■ Problem to work on: The entries need to be copied exactly as they stand, images left out.

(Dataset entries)
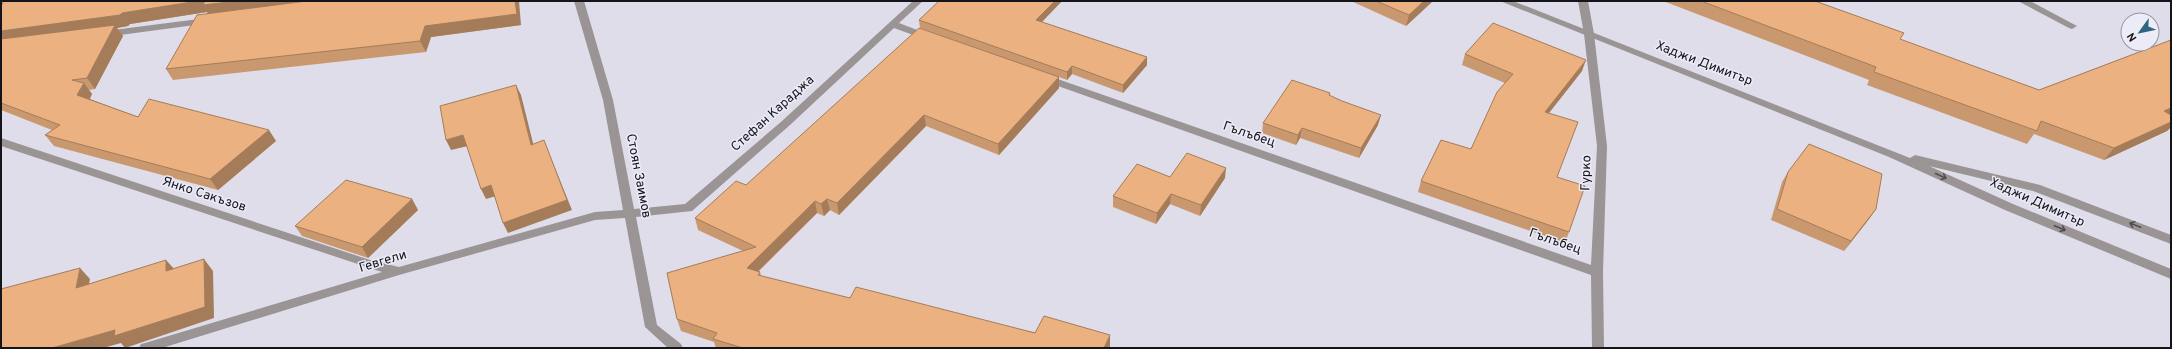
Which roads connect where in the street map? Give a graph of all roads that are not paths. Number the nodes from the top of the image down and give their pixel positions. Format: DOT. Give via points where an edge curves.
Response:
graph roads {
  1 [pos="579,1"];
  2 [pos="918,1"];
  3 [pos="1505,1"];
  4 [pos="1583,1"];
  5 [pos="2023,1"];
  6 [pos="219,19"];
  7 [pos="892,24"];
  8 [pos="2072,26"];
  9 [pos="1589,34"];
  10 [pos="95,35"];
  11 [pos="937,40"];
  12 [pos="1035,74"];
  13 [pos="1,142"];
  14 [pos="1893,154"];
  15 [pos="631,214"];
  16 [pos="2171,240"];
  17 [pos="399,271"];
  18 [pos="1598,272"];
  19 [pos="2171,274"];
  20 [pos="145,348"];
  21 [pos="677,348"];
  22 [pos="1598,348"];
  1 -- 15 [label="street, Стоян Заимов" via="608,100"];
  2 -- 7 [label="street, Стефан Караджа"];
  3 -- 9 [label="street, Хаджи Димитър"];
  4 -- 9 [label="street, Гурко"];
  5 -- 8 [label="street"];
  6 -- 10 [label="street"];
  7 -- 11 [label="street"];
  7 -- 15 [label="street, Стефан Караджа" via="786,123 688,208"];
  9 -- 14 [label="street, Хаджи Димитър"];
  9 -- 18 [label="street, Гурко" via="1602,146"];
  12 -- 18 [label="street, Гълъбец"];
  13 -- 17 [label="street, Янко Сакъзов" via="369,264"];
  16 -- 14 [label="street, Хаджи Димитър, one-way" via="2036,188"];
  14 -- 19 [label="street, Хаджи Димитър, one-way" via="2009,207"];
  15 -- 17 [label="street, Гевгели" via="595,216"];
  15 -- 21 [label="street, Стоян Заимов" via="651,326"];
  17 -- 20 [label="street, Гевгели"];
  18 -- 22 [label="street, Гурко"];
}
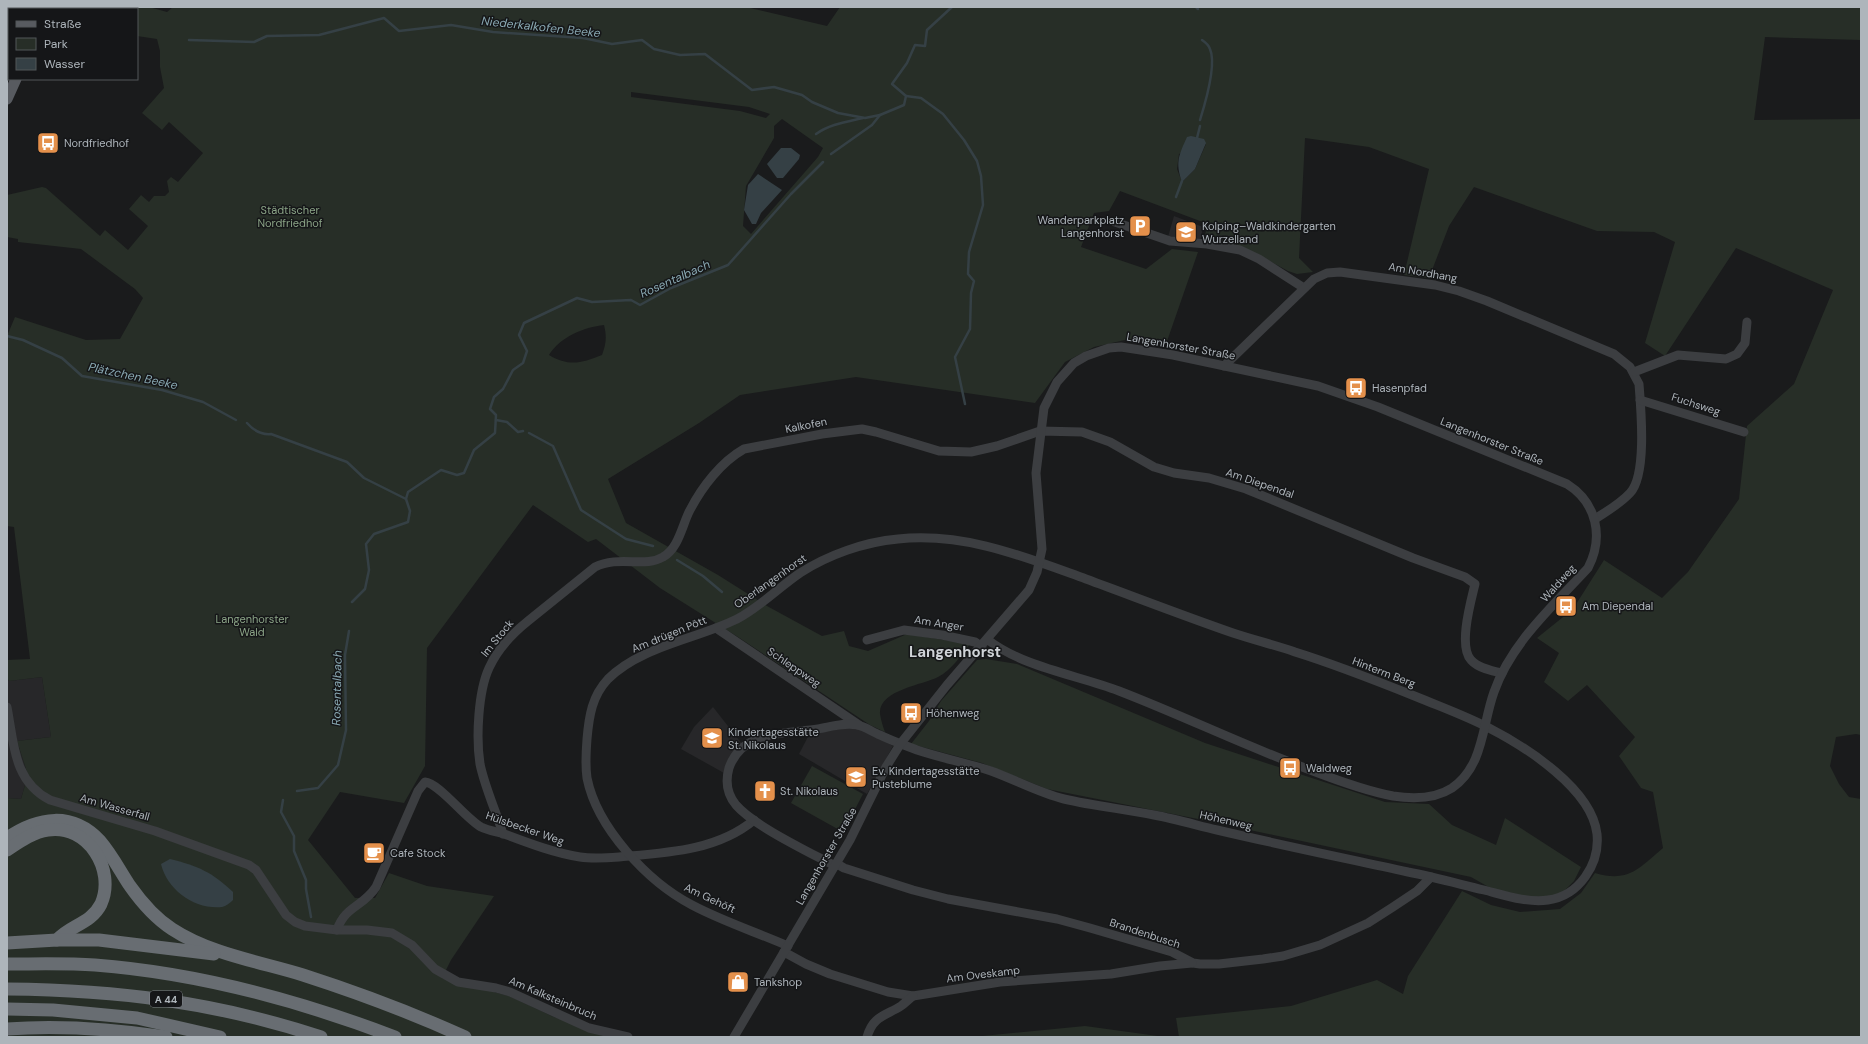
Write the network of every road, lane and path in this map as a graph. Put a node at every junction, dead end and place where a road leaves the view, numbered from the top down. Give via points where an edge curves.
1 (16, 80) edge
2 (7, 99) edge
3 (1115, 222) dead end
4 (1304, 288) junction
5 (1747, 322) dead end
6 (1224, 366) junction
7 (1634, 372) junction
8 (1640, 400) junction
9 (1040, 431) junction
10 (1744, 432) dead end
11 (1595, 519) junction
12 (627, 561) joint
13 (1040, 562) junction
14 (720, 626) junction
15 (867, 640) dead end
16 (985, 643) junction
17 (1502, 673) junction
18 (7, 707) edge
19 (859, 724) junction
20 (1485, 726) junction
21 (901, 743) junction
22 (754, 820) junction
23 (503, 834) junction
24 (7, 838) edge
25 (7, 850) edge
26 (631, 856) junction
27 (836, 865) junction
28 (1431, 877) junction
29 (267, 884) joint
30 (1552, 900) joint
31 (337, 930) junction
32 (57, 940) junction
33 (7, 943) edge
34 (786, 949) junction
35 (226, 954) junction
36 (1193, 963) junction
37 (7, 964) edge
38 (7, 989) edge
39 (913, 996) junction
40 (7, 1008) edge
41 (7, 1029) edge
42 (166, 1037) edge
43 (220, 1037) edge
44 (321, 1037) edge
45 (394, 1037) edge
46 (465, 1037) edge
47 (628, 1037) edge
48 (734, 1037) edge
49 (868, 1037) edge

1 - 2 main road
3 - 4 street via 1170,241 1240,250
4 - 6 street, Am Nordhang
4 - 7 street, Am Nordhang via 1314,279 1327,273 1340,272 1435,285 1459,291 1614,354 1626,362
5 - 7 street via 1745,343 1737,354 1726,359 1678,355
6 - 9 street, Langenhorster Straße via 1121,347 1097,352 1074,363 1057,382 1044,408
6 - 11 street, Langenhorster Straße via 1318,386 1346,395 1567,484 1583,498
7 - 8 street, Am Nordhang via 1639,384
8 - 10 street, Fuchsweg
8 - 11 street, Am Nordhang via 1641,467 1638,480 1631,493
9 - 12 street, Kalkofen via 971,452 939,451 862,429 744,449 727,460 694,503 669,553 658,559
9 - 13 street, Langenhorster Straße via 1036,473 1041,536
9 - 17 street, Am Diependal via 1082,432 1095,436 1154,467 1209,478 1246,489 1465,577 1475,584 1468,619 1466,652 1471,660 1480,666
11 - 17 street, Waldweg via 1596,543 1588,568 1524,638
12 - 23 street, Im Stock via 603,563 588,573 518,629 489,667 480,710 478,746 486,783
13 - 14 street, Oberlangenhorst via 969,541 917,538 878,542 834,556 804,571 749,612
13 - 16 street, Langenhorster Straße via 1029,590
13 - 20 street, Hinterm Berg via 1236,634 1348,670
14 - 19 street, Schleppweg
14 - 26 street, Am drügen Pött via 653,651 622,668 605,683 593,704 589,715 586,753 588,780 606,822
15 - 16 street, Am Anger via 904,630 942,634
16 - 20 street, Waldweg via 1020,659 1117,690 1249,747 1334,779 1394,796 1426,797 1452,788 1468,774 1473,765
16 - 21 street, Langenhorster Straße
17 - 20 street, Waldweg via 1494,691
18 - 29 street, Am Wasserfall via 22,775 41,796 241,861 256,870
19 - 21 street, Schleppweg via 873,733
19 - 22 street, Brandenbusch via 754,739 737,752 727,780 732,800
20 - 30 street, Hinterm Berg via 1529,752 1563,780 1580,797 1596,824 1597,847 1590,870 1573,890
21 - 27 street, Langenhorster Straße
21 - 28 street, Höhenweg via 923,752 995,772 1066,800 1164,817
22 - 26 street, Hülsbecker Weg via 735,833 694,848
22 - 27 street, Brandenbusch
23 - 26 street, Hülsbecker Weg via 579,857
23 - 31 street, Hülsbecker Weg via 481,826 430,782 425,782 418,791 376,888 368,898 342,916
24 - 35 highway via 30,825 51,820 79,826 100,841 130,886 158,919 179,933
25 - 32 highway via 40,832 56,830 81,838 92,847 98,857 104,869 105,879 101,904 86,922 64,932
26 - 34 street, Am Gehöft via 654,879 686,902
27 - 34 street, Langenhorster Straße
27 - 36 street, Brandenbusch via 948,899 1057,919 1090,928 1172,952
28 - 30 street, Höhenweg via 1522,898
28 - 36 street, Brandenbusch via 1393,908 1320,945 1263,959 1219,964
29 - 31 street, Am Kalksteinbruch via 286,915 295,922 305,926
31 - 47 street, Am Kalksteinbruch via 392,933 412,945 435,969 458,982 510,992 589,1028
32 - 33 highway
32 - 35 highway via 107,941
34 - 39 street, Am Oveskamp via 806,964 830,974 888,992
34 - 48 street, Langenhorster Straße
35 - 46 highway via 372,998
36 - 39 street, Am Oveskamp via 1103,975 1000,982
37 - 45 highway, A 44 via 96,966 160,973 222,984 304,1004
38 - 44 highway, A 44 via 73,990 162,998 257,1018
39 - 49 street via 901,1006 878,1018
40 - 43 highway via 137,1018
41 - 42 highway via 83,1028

■ Answer space:
Which roads connect where in the street map? Give a graph of all roads that are not paths. Number the nodes from the top of the image down and give their pixel positions. Format: DOT. Give via points where an edge curves.
Response:
graph roads {
  1 [pos="579,1"];
  2 [pos="918,1"];
  3 [pos="1505,1"];
  4 [pos="1583,1"];
  5 [pos="2023,1"];
  6 [pos="219,19"];
  7 [pos="892,24"];
  8 [pos="2072,26"];
  9 [pos="1589,34"];
  10 [pos="95,35"];
  11 [pos="937,40"];
  12 [pos="1035,74"];
  13 [pos="1,142"];
  14 [pos="1893,154"];
  15 [pos="631,214"];
  16 [pos="2171,240"];
  17 [pos="399,271"];
  18 [pos="1598,272"];
  19 [pos="2171,274"];
  20 [pos="145,348"];
  21 [pos="677,348"];
  22 [pos="1598,348"];
  1 -- 15 [label="street, Стоян Заимов" via="608,100"];
  2 -- 7 [label="street, Стефан Караджа"];
  3 -- 9 [label="street, Хаджи Димитър"];
  4 -- 9 [label="street, Гурко"];
  5 -- 8 [label="street"];
  6 -- 10 [label="street"];
  7 -- 11 [label="street"];
  7 -- 15 [label="street, Стефан Караджа" via="786,123 688,208"];
  9 -- 14 [label="street, Хаджи Димитър"];
  9 -- 18 [label="street, Гурко" via="1602,146"];
  12 -- 18 [label="street, Гълъбец"];
  13 -- 17 [label="street, Янко Сакъзов" via="369,264"];
  16 -- 14 [label="street, Хаджи Димитър, one-way" via="2036,188"];
  14 -- 19 [label="street, Хаджи Димитър, one-way" via="2009,207"];
  15 -- 17 [label="street, Гевгели" via="595,216"];
  15 -- 21 [label="street, Стоян Заимов" via="651,326"];
  17 -- 20 [label="street, Гевгели"];
  18 -- 22 [label="street, Гурко"];
}
Write the network of every road, lane and path in this map as a graph. Put a node at every junction, dead end and place where a road leaves the view, numbered from the top down. Give via points where an edge curves.
1 (16, 80) edge
2 (7, 99) edge
3 (1115, 222) dead end
4 (1304, 288) junction
5 (1747, 322) dead end
6 (1224, 366) junction
7 (1634, 372) junction
8 (1640, 400) junction
9 (1040, 431) junction
10 (1744, 432) dead end
11 (1595, 519) junction
12 (627, 561) joint
13 (1040, 562) junction
14 (720, 626) junction
15 (867, 640) dead end
16 (985, 643) junction
17 (1502, 673) junction
18 (7, 707) edge
19 (859, 724) junction
20 (1485, 726) junction
21 (901, 743) junction
22 (754, 820) junction
23 (503, 834) junction
24 (7, 838) edge
25 (7, 850) edge
26 (631, 856) junction
27 (836, 865) junction
28 (1431, 877) junction
29 (267, 884) joint
30 (1552, 900) joint
31 (337, 930) junction
32 (57, 940) junction
33 (7, 943) edge
34 (786, 949) junction
35 (226, 954) junction
36 (1193, 963) junction
37 (7, 964) edge
38 (7, 989) edge
39 (913, 996) junction
40 (7, 1008) edge
41 (7, 1029) edge
42 (166, 1037) edge
43 (220, 1037) edge
44 (321, 1037) edge
45 (394, 1037) edge
46 (465, 1037) edge
47 (628, 1037) edge
48 (734, 1037) edge
49 (868, 1037) edge

1 - 2 main road
3 - 4 street via 1170,241 1240,250
4 - 6 street, Am Nordhang
4 - 7 street, Am Nordhang via 1314,279 1327,273 1340,272 1435,285 1459,291 1614,354 1626,362
5 - 7 street via 1745,343 1737,354 1726,359 1678,355
6 - 9 street, Langenhorster Straße via 1121,347 1097,352 1074,363 1057,382 1044,408
6 - 11 street, Langenhorster Straße via 1318,386 1346,395 1567,484 1583,498
7 - 8 street, Am Nordhang via 1639,384
8 - 10 street, Fuchsweg
8 - 11 street, Am Nordhang via 1641,467 1638,480 1631,493
9 - 12 street, Kalkofen via 971,452 939,451 862,429 744,449 727,460 694,503 669,553 658,559
9 - 13 street, Langenhorster Straße via 1036,473 1041,536
9 - 17 street, Am Diependal via 1082,432 1095,436 1154,467 1209,478 1246,489 1465,577 1475,584 1468,619 1466,652 1471,660 1480,666
11 - 17 street, Waldweg via 1596,543 1588,568 1524,638
12 - 23 street, Im Stock via 603,563 588,573 518,629 489,667 480,710 478,746 486,783
13 - 14 street, Oberlangenhorst via 969,541 917,538 878,542 834,556 804,571 749,612
13 - 16 street, Langenhorster Straße via 1029,590
13 - 20 street, Hinterm Berg via 1236,634 1348,670
14 - 19 street, Schleppweg
14 - 26 street, Am drügen Pött via 653,651 622,668 605,683 593,704 589,715 586,753 588,780 606,822
15 - 16 street, Am Anger via 904,630 942,634
16 - 20 street, Waldweg via 1020,659 1117,690 1249,747 1334,779 1394,796 1426,797 1452,788 1468,774 1473,765
16 - 21 street, Langenhorster Straße
17 - 20 street, Waldweg via 1494,691
18 - 29 street, Am Wasserfall via 22,775 41,796 241,861 256,870
19 - 21 street, Schleppweg via 873,733
19 - 22 street, Brandenbusch via 754,739 737,752 727,780 732,800
20 - 30 street, Hinterm Berg via 1529,752 1563,780 1580,797 1596,824 1597,847 1590,870 1573,890
21 - 27 street, Langenhorster Straße
21 - 28 street, Höhenweg via 923,752 995,772 1066,800 1164,817
22 - 26 street, Hülsbecker Weg via 735,833 694,848
22 - 27 street, Brandenbusch
23 - 26 street, Hülsbecker Weg via 579,857
23 - 31 street, Hülsbecker Weg via 481,826 430,782 425,782 418,791 376,888 368,898 342,916
24 - 35 highway via 30,825 51,820 79,826 100,841 130,886 158,919 179,933
25 - 32 highway via 40,832 56,830 81,838 92,847 98,857 104,869 105,879 101,904 86,922 64,932
26 - 34 street, Am Gehöft via 654,879 686,902
27 - 34 street, Langenhorster Straße
27 - 36 street, Brandenbusch via 948,899 1057,919 1090,928 1172,952
28 - 30 street, Höhenweg via 1522,898
28 - 36 street, Brandenbusch via 1393,908 1320,945 1263,959 1219,964
29 - 31 street, Am Kalksteinbruch via 286,915 295,922 305,926
31 - 47 street, Am Kalksteinbruch via 392,933 412,945 435,969 458,982 510,992 589,1028
32 - 33 highway
32 - 35 highway via 107,941
34 - 39 street, Am Oveskamp via 806,964 830,974 888,992
34 - 48 street, Langenhorster Straße
35 - 46 highway via 372,998
36 - 39 street, Am Oveskamp via 1103,975 1000,982
37 - 45 highway, A 44 via 96,966 160,973 222,984 304,1004
38 - 44 highway, A 44 via 73,990 162,998 257,1018
39 - 49 street via 901,1006 878,1018
40 - 43 highway via 137,1018
41 - 42 highway via 83,1028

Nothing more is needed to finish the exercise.